Poder de se perder

O dia foi ótimo, estar tão longe de casa trazia para ele uma segurança tremenda. Coisa estranha de se pensar, mas não deixava de ser verdade.

O frio tinha cessado pelo primeiro dia desde que tinha chegado, resolveu sair do quarto e aproveitar as últimas horas naquele lugar tão pesado de história e tão despido de tradicionalismo. No caminho do terraço prestou atenção em detalhes que não havia visto até então, pequenos prazeres como a simetria entre o padrão do carpete nos corredores e as pequenas luminárias no teto ou o eco estranho que era produzido pelo seus passos ao subir as escadas.

Já a céu aberto a brisa lhe atingiu, fechou os olhos no caminho dali até o guarda corpo mais a frente, quando os abriu novamente o som da rua abaixo foi abafado pela beleza das luzes a sua volta. Olhou para cima, a Lua reinava soberana, sua luz superava as artificiais e conseguia delinear as curvas das montanhas que sentavam caladas no horizonte.
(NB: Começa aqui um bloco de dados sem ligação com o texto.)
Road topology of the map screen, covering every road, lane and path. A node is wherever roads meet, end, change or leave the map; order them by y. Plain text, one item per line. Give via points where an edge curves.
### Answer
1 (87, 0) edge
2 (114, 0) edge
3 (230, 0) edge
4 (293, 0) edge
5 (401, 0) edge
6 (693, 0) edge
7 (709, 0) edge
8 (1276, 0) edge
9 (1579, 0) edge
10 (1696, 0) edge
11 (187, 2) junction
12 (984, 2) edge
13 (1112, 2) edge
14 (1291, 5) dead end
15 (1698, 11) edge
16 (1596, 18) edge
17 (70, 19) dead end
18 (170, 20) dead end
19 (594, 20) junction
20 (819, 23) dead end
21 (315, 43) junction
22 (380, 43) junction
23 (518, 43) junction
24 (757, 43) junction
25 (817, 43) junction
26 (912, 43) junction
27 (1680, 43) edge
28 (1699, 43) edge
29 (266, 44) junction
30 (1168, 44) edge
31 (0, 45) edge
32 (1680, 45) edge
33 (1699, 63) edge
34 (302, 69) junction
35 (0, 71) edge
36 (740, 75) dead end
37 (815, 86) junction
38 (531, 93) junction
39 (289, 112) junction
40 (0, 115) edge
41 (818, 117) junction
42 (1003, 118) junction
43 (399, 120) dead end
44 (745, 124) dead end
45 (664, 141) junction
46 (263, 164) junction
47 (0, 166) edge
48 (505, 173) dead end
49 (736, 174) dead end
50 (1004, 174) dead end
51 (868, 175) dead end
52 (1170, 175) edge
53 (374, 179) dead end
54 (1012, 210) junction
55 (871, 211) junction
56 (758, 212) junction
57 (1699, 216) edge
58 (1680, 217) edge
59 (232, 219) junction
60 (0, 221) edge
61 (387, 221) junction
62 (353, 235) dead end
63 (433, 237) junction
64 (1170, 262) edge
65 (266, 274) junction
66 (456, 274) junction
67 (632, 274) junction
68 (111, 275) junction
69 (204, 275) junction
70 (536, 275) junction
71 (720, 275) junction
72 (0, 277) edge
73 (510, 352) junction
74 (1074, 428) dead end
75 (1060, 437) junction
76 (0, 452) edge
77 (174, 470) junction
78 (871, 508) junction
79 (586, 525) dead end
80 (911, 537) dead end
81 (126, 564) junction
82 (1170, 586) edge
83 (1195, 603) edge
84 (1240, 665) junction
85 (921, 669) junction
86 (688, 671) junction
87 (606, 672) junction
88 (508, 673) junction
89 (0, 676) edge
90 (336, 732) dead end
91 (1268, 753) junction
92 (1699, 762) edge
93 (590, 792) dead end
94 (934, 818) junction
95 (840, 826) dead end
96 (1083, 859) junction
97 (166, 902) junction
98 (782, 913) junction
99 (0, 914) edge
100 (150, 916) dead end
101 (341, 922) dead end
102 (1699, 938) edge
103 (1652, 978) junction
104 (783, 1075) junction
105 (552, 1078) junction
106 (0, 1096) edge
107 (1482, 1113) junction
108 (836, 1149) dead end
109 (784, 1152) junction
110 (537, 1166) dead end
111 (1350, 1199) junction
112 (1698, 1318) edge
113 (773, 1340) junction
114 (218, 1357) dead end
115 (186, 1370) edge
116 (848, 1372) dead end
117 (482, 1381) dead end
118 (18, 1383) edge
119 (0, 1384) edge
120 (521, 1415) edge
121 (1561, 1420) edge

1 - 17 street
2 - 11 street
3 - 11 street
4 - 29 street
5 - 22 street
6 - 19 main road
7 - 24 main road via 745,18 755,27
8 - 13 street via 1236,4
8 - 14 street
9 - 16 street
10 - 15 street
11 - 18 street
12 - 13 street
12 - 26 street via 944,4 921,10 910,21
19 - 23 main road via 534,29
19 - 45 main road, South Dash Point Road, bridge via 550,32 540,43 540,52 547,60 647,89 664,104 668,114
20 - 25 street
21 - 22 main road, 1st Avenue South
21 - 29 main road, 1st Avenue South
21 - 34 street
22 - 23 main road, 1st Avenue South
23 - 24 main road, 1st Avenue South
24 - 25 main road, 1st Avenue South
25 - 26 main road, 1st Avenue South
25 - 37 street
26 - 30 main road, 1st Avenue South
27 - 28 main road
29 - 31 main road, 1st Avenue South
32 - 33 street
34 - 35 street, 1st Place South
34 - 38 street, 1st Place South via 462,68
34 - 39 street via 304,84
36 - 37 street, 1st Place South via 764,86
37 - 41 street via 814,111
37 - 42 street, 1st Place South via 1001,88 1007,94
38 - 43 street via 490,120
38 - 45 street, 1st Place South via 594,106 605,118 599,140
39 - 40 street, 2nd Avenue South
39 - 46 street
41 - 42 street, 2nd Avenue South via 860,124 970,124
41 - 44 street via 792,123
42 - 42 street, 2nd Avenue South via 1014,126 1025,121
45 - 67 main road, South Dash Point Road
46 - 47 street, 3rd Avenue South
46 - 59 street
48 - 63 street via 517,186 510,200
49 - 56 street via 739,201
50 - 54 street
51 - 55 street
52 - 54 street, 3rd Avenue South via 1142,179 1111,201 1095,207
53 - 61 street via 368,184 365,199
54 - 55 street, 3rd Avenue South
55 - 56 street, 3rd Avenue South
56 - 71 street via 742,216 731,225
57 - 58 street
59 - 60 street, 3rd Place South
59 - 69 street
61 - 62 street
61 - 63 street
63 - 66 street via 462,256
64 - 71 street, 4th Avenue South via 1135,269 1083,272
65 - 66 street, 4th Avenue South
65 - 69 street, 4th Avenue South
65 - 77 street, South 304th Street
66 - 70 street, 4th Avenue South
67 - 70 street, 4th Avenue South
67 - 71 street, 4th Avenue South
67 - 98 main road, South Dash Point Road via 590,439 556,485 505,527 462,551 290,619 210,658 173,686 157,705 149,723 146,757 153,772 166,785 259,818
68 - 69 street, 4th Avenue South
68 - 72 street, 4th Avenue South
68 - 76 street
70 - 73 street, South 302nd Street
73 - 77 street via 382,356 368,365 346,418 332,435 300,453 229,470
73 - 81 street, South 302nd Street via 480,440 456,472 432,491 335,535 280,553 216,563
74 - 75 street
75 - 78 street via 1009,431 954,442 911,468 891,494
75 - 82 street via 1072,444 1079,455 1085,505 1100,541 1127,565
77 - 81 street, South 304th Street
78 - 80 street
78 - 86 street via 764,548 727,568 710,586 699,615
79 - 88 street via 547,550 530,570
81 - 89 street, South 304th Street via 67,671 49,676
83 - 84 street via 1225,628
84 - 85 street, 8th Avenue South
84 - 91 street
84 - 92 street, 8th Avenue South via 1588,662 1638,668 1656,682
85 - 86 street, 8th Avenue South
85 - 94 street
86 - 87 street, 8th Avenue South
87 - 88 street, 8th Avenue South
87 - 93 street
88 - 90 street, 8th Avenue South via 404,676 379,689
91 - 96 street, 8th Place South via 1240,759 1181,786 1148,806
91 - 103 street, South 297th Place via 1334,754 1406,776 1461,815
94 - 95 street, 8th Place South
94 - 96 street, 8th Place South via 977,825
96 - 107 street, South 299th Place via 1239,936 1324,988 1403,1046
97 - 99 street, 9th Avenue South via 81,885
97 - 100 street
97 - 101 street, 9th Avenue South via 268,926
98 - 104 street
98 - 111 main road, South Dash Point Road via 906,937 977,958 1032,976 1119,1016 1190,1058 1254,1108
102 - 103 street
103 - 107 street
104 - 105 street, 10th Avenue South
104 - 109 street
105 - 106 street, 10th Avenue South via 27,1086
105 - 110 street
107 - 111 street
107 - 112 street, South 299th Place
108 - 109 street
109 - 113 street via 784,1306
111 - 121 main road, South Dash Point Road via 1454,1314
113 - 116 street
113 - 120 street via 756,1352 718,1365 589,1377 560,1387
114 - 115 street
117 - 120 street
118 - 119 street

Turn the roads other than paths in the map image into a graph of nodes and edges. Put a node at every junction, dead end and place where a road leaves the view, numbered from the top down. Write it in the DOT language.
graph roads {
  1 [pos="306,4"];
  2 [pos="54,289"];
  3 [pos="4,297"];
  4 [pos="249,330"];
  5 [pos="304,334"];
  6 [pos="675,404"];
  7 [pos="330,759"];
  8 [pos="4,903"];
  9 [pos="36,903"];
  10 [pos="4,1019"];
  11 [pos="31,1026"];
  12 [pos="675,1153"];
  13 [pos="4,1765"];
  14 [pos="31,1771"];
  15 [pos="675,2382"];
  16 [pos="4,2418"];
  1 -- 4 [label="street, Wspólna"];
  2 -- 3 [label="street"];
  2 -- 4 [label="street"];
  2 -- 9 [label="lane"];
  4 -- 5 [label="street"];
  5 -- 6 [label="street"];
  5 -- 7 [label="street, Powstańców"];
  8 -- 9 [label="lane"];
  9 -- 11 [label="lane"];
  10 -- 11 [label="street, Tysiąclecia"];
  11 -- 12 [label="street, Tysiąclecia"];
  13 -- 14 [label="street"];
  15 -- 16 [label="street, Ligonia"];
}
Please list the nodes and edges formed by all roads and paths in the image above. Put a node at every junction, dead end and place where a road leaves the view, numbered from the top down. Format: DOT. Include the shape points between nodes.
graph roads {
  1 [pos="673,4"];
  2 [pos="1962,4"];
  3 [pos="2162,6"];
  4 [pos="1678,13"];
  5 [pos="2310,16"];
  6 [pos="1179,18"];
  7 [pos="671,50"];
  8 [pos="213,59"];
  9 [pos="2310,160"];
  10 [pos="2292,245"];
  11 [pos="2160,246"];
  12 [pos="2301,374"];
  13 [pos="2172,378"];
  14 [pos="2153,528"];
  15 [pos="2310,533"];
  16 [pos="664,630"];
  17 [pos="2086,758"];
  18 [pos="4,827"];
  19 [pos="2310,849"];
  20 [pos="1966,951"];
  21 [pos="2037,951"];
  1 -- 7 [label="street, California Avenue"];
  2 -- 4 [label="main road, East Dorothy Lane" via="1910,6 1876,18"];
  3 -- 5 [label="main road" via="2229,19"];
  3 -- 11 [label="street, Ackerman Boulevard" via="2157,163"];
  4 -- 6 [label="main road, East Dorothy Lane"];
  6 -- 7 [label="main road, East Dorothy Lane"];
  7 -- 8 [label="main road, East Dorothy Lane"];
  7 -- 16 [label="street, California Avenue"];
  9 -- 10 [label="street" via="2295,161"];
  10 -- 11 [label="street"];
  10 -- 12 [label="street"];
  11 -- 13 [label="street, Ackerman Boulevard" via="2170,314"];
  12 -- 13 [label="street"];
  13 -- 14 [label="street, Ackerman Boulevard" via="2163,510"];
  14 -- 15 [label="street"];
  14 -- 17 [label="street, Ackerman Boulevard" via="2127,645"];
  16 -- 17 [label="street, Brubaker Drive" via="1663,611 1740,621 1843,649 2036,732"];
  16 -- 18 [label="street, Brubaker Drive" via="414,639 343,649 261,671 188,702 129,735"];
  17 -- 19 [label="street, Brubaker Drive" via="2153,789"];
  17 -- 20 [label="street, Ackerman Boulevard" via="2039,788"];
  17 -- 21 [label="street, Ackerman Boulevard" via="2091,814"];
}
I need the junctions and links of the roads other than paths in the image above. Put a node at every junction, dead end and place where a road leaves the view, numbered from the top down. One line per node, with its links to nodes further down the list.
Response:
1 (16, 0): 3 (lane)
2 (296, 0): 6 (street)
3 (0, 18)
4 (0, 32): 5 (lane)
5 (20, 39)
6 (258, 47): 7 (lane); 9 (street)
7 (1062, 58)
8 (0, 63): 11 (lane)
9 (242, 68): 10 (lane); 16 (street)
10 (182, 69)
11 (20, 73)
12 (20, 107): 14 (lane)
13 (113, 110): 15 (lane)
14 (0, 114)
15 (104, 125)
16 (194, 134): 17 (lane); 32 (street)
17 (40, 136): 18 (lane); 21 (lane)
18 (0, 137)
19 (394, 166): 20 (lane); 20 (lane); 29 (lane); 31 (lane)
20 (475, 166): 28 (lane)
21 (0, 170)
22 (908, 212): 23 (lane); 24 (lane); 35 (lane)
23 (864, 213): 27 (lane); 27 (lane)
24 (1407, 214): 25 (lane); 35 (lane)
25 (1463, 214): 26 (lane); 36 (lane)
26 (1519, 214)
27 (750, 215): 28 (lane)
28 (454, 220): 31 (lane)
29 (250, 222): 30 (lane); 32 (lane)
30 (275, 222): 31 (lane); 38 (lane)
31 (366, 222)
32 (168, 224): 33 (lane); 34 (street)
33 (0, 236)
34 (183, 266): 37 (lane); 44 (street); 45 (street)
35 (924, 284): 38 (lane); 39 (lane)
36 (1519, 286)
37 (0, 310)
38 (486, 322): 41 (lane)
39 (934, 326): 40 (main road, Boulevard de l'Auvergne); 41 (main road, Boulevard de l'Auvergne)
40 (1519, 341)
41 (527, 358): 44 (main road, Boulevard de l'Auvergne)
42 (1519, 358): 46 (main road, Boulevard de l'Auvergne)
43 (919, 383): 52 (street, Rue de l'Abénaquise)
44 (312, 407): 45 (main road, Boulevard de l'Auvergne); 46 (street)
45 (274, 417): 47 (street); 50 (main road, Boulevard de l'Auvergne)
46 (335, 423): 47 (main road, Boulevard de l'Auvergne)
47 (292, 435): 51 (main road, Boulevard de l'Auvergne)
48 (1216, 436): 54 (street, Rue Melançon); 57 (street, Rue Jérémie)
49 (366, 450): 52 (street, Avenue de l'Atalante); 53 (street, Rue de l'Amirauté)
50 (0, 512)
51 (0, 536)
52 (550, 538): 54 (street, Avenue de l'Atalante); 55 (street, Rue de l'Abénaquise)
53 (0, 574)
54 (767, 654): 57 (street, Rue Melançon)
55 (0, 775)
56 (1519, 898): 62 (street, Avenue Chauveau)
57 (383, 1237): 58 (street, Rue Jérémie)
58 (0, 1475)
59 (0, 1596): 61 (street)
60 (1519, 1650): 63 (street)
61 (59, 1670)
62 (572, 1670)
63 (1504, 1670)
Ficou ali, de cabeça quase vazia por meia hora ou mais. Tinha essa mania de se perder no vazio das coisas.

Esse poder de se perder.

Sentiu quando a mão tocou seu ombro descoberto, só então percebeu que a blusa havia ficado no quarto. Não olhou para trás pois o toque lhe era familiar. A presença cresceu e se pôs ao seu lado, admirando as luzes como ele fazia... o suspiro que seguiu lhe trouxe ainda mais calma. Estava bem, estava seguro, estava aceito.

Cedeu e passou a fitar quem lhe fizera sentir tão bem durante a viagem, as luzes do terraço estavam apagadas mas os contornos do rosto eram visiveis graças ao bom trabalho da Lua. Os olhos estavam fechados, a expressão era de tranquilidade absoluta.

A brisa retornou com mais força e ele fechou os olhos novamente, sua dança durou mais tempo desta vez, o frio voltaria em breve.

- Pronto pra voltar pra casa? - Disse ele.

Alguns minutos se passaram antes da voz que o acompanhava responder.

- Achei que estava em casa.

trocaram um longo olhar e um sorriso.

era verdade.

estavam em casa.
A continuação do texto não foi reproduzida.